Work instruction: Write out the lines starting at the one that holds "middle tip: (314, 210)" and ending with the final line of the data, exactly and with no others.

================================

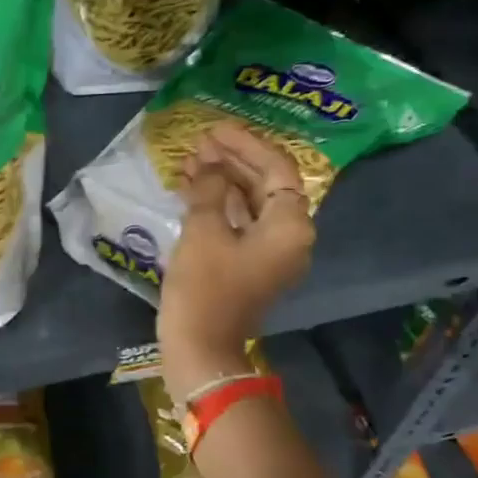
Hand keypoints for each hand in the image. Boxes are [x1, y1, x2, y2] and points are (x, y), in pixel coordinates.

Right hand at [157, 122, 314, 402]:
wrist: (201, 347)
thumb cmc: (205, 288)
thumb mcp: (204, 231)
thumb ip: (208, 189)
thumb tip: (207, 167)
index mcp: (290, 225)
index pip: (276, 168)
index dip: (245, 144)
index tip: (214, 130)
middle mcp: (290, 235)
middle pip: (266, 184)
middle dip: (231, 161)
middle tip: (197, 144)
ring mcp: (271, 252)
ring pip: (250, 203)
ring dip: (221, 181)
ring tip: (187, 163)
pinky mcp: (251, 264)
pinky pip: (240, 223)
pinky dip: (218, 205)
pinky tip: (190, 190)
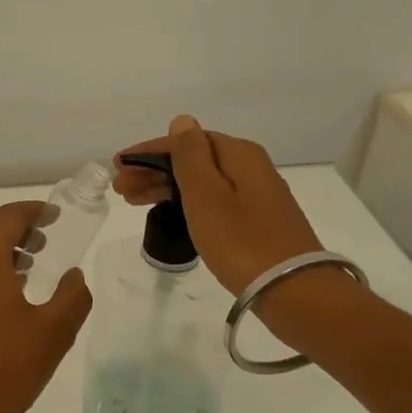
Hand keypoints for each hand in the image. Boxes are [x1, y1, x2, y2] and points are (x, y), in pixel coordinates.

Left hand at [0, 201, 93, 412]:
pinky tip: (9, 292)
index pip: (8, 215)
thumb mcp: (53, 333)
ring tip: (30, 265)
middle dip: (12, 222)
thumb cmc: (4, 368)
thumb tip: (75, 275)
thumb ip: (72, 296)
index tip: (56, 217)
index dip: (35, 211)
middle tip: (43, 240)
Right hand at [113, 115, 324, 296]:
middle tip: (120, 188)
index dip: (148, 151)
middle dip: (154, 171)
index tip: (118, 165)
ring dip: (166, 187)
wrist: (294, 292)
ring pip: (201, 182)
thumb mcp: (206, 195)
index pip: (185, 141)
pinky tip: (170, 213)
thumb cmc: (241, 240)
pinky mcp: (257, 222)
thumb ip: (190, 156)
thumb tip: (183, 120)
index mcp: (239, 154)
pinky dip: (186, 203)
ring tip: (134, 201)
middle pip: (194, 160)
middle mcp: (250, 167)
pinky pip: (213, 201)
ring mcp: (256, 196)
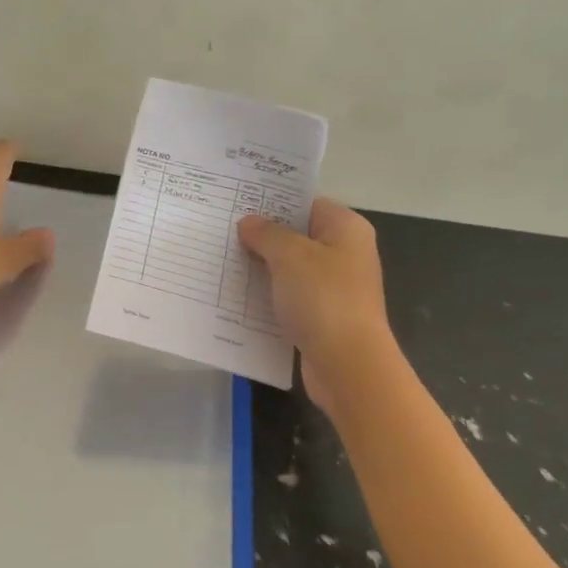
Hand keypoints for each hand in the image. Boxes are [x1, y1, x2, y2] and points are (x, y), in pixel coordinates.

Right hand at [237, 198, 394, 412]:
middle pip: (297, 236)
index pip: (306, 204)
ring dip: (261, 269)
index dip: (273, 203)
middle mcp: (345, 254)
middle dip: (261, 237)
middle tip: (221, 231)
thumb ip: (267, 234)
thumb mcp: (290, 256)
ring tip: (221, 261)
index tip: (237, 203)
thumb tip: (248, 223)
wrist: (347, 365)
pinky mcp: (322, 317)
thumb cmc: (323, 299)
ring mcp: (334, 288)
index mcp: (346, 228)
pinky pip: (289, 298)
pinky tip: (237, 297)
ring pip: (290, 270)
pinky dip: (268, 297)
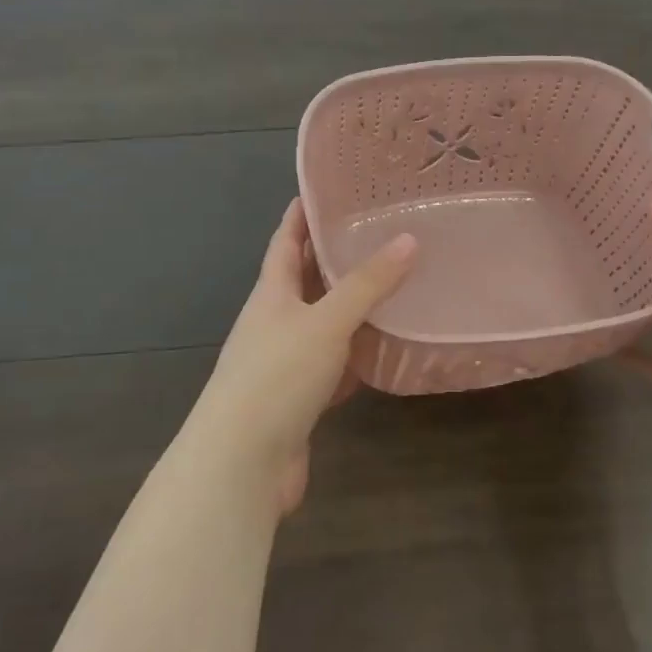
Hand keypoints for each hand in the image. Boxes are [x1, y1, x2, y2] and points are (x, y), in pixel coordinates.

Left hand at [182, 199, 415, 511]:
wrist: (242, 463)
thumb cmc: (277, 376)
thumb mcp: (326, 322)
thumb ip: (368, 284)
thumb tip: (409, 239)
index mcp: (270, 293)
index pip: (285, 240)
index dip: (302, 214)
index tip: (327, 188)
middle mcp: (275, 322)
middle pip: (305, 279)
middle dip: (334, 256)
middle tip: (379, 231)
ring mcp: (286, 362)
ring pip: (324, 323)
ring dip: (352, 306)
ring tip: (394, 282)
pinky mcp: (301, 399)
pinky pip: (335, 366)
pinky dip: (358, 355)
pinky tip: (386, 349)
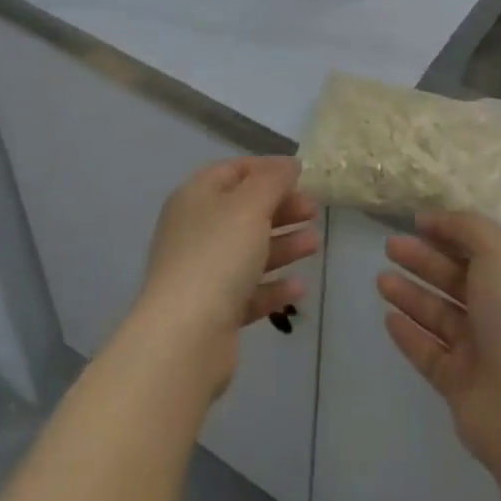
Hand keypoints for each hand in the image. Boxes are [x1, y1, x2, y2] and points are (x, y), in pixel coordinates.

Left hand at [136, 157, 319, 392]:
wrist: (185, 337)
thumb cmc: (218, 256)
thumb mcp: (250, 205)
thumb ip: (272, 180)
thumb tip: (289, 164)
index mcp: (196, 197)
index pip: (233, 171)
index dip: (267, 168)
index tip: (302, 174)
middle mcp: (195, 230)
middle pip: (243, 210)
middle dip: (280, 208)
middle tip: (314, 210)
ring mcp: (202, 272)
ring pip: (248, 250)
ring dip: (283, 244)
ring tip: (315, 244)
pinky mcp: (213, 310)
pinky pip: (248, 290)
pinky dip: (273, 285)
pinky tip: (298, 287)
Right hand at [379, 210, 500, 478]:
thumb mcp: (499, 254)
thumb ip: (467, 229)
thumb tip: (435, 220)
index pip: (481, 247)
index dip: (450, 232)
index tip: (416, 222)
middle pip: (456, 279)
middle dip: (423, 260)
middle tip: (389, 246)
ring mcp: (481, 350)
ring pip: (439, 314)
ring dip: (411, 294)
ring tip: (380, 279)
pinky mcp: (460, 383)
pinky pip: (429, 352)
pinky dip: (409, 334)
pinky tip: (388, 318)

================================

Written reply:
middle tip: (314, 210)
ring mcp: (202, 272)
ring pip: (248, 250)
ring dip: (283, 244)
ring tip: (315, 244)
pinky mcp: (213, 310)
pinky pip: (248, 290)
pinky dip: (273, 285)
pinky tip: (298, 287)
Right hand at [379, 210, 500, 478]:
thumb mcp: (499, 254)
thumb ip: (467, 229)
thumb tip: (435, 220)
index pip: (481, 247)
index dip: (450, 232)
index tip: (416, 222)
middle pip: (456, 279)
middle dip: (423, 260)
middle tip: (389, 246)
ring mcp: (481, 350)
ring pip: (439, 314)
ring dip: (411, 294)
ring tip: (380, 279)
pinky mcp: (460, 383)
pinky pip: (429, 352)
pinky dip: (409, 334)
pinky tip: (388, 318)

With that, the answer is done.